▶ [TASK PROMPT]:
Every record below should be repeated exactly. Omit the pictures.

▶ [RECORDS FOR THIS EXERCISE]:
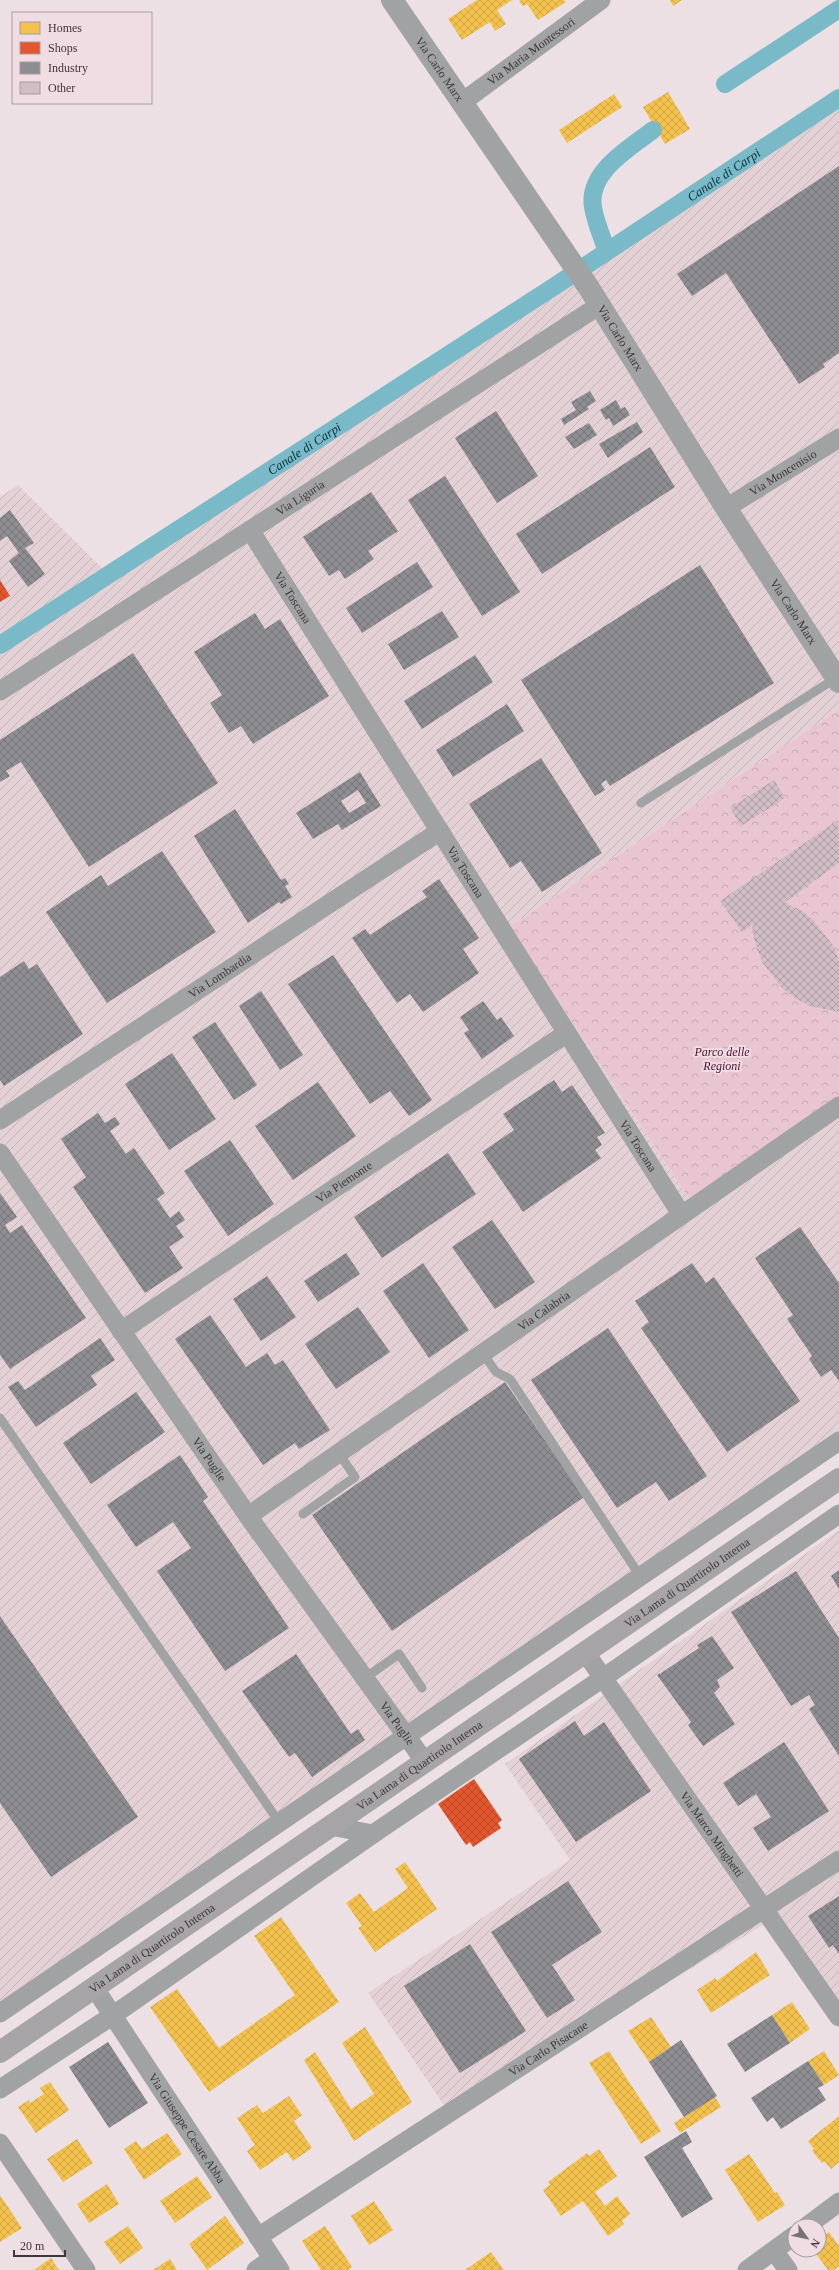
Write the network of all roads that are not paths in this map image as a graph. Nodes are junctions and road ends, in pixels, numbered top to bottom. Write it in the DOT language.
graph roads {
  1 [pos="392,0"];
  2 [pos="601,0"];
  3 [pos="461,104"];
  4 [pos="595,296"];
  5 [pos="839,438"];
  6 [pos="726,508"];
  7 [pos="250,530"];
  8 [pos="838,680"];
  9 [pos="0,690"];
  10 [pos="641,803"];
  11 [pos="440,831"];
  12 [pos="567,1033"];
  13 [pos="839,1106"];
  14 [pos="0,1120"];
  15 [pos="0,1153"];
  16 [pos="681,1214"];
  17 [pos="121,1331"];
  18 [pos="482,1352"];
  19 [pos="0,1418"];
  20 [pos="839,1440"];
  21 [pos="338,1452"];
  22 [pos="839,1479"];
  23 [pos="303,1514"];
  24 [pos="839,1514"];
  25 [pos="248,1516"];
  26 [pos="640,1576"];
  27 [pos="585,1652"];
  28 [pos="365,1678"];
  29 [pos="602,1678"];
  30 [pos="422,1688"];
  31 [pos="406,1734"];
  32 [pos="425,1762"];
  33 [pos="279,1822"];
  34 [pos="330,1826"];
  35 [pos="373,1834"];
  36 [pos="839,1860"];
  37 [pos="763,1909"];
  38 [pos="94,1987"];
  39 [pos="0,2013"];
  40 [pos="112,2016"];
  41 [pos="839,2017"];
  42 [pos="0,2052"];
  43 [pos="0,2089"];
  44 [pos="0,2143"];
  45 [pos="839,2202"];
  46 [pos="818,2218"];
  47 [pos="258,2237"];
  48 [pos="787,2241"];
  49 [pos="774,2251"];
  50 [pos="276,2264"];
  51 [pos="86,2270"];
  52 [pos="256,2270"];
  53 [pos="747,2270"];
  54 [pos="788,2270"];
  1 -- 3 [label="street, Via Carlo Marx"];
  2 -- 3 [label="street, Via Maria Montessori"];
  3 -- 4 [label="street, Via Carlo Marx"];
  4 -- 6 [label="street, Via Carlo Marx"];
  4 -- 7 [label="street, Via Liguria"];
  5 -- 6 [label="street, Via Moncenisio"];
  6 -- 8 [label="street, Via Carlo Marx"];
  7 -- 9 [label="street, Via Liguria"];
  7 -- 11 [label="street, Via Toscana"];
  8 -- 10 [label="lane"];
  11 -- 12 [label="street, Via Toscana"];
  11 -- 14 [label="street, Via Lombardia"];
  12 -- 16 [label="street, Via Toscana"];
  12 -- 17 [label="street, Via Piemonte"];
  13 -- 16 [label="street, Via Calabria"];
  15 -- 17 [label="street, Via Puglie"];
  16 -- 18 [label="street, Via Calabria"];
  17 -- 25 [label="street, Via Puglie"];
  18 -- 21 [label="street, Via Calabria"];
  18 -- 26 [label="lane"];
  19 -- 33 [label="lane"];
  20 -- 26 [label="street"];
  21 -- 23 [label="lane"];
  21 -- 25 [label="street, Via Calabria"];
  22 -- 27 [label="main road, Via Lama di Quartirolo Interna"];
  24 -- 29 [label="street"];
  25 -- 28 [label="street, Via Puglie"];
  26 -- 31 [label="street"];
  27 -- 29 [label="street, Via Marco Minghetti"];
  27 -- 32 [label="main road, Via Lama di Quartirolo Interna"];
  28 -- 30 [label="lane"];
  28 -- 31 [label="street, Via Puglie"];
  29 -- 35 [label="street"];
  29 -- 37 [label="street, Via Marco Minghetti"];
  31 -- 32 [label="street, Via Puglie"];
  31 -- 33 [label="street"];
  32 -- 34 [label="main road, Via Lama di Quartirolo Interna"];
  33 -- 39 [label="street"];
  34 -- 35 [label="street"];
  34 -- 38 [label="main road, Via Lama di Quartirolo Interna"];
  35 -- 40 [label="street"];
  36 -- 37 [label="street, Via Carlo Pisacane"];
  37 -- 41 [label="street, Via Marco Minghetti"];
  37 -- 47 [label="street, Via Carlo Pisacane"];
  38 -- 40 [label="street, Via Giuseppe Cesare Abba"];
  38 -- 42 [label="main road, Via Lama di Quartirolo Interna"];
  40 -- 43 [label="street"];
  40 -- 47 [label="street, Via Giuseppe Cesare Abba"];
  44 -- 51 [label="street"];
  45 -- 46 [label="street"];
  47 -- 50 [label="street, Via Giuseppe Cesare Abba"];
  48 -- 49 [label="street"];
  49 -- 53 [label="street"];
  49 -- 54 [label="street"];
  50 -- 52 [label="street"];
}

▶ [RESPONSE TO THE TASK]:
Write the network of all roads that are not paths in this map image as a graph. Nodes are junctions and road ends, in pixels, numbered top to bottom. Write it in the DOT language.
graph roads {
  1 [pos="392,0"];
  2 [pos="601,0"];
  3 [pos="461,104"];
  4 [pos="595,296"];
  5 [pos="839,438"];
  6 [pos="726,508"];
  7 [pos="250,530"];
  8 [pos="838,680"];
  9 [pos="0,690"];
  10 [pos="641,803"];
  11 [pos="440,831"];
  12 [pos="567,1033"];
  13 [pos="839,1106"];
  14 [pos="0,1120"];
  15 [pos="0,1153"];
  16 [pos="681,1214"];
  17 [pos="121,1331"];
  18 [pos="482,1352"];
  19 [pos="0,1418"];
  20 [pos="839,1440"];
  21 [pos="338,1452"];
  22 [pos="839,1479"];
  23 [pos="303,1514"];
  24 [pos="839,1514"];
  25 [pos="248,1516"];
  26 [pos="640,1576"];
  27 [pos="585,1652"];
  28 [pos="365,1678"];
  29 [pos="602,1678"];
  30 [pos="422,1688"];
  31 [pos="406,1734"];
  32 [pos="425,1762"];
  33 [pos="279,1822"];
  34 [pos="330,1826"];
  35 [pos="373,1834"];
  36 [pos="839,1860"];
  37 [pos="763,1909"];
  38 [pos="94,1987"];
  39 [pos="0,2013"];
  40 [pos="112,2016"];
  41 [pos="839,2017"];
  42 [pos="0,2052"];
  43 [pos="0,2089"];
  44 [pos="0,2143"];
  45 [pos="839,2202"];
  46 [pos="818,2218"];
  47 [pos="258,2237"];
  48 [pos="787,2241"];
  49 [pos="774,2251"];
  50 [pos="276,2264"];
  51 [pos="86,2270"];
  52 [pos="256,2270"];
  53 [pos="747,2270"];
  54 [pos="788,2270"];
  1 -- 3 [label="street, Via Carlo Marx"];
  2 -- 3 [label="street, Via Maria Montessori"];
  3 -- 4 [label="street, Via Carlo Marx"];
  4 -- 6 [label="street, Via Carlo Marx"];
  4 -- 7 [label="street, Via Liguria"];
  5 -- 6 [label="street, Via Moncenisio"];
  6 -- 8 [label="street, Via Carlo Marx"];
  7 -- 9 [label="street, Via Liguria"];
  7 -- 11 [label="street, Via Toscana"];
  8 -- 10 [label="lane"];
  11 -- 12 [label="street, Via Toscana"];
  11 -- 14 [label="street, Via Lombardia"];
  12 -- 16 [label="street, Via Toscana"];
  12 -- 17 [label="street, Via Piemonte"];
  13 -- 16 [label="street, Via Calabria"];
  15 -- 17 [label="street, Via Puglie"];
  16 -- 18 [label="street, Via Calabria"];
  17 -- 25 [label="street, Via Puglie"];
  18 -- 21 [label="street, Via Calabria"];
  18 -- 26 [label="lane"];
  19 -- 33 [label="lane"];
  20 -- 26 [label="street"];
  21 -- 23 [label="lane"];
  21 -- 25 [label="street, Via Calabria"];
  22 -- 27 [label="main road, Via Lama di Quartirolo Interna"];
  24 -- 29 [label="street"];
  25 -- 28 [label="street, Via Puglie"];
  26 -- 31 [label="street"];
  27 -- 29 [label="street, Via Marco Minghetti"];
  27 -- 32 [label="main road, Via Lama di Quartirolo Interna"];
  28 -- 30 [label="lane"];
  28 -- 31 [label="street, Via Puglie"];
  29 -- 35 [label="street"];
  29 -- 37 [label="street, Via Marco Minghetti"];
  31 -- 32 [label="street, Via Puglie"];
  31 -- 33 [label="street"];
  32 -- 34 [label="main road, Via Lama di Quartirolo Interna"];
  33 -- 39 [label="street"];
  34 -- 35 [label="street"];
  34 -- 38 [label="main road, Via Lama di Quartirolo Interna"];
  35 -- 40 [label="street"];
  36 -- 37 [label="street, Via Carlo Pisacane"];
  37 -- 41 [label="street, Via Marco Minghetti"];
  37 -- 47 [label="street, Via Carlo Pisacane"];
  38 -- 40 [label="street, Via Giuseppe Cesare Abba"];
  38 -- 42 [label="main road, Via Lama di Quartirolo Interna"];
  40 -- 43 [label="street"];
  40 -- 47 [label="street, Via Giuseppe Cesare Abba"];
  44 -- 51 [label="street"];
  45 -- 46 [label="street"];
  47 -- 50 [label="street, Via Giuseppe Cesare Abba"];
  48 -- 49 [label="street"];
  49 -- 53 [label="street"];
  49 -- 54 [label="street"];
  50 -- 52 [label="street"];
}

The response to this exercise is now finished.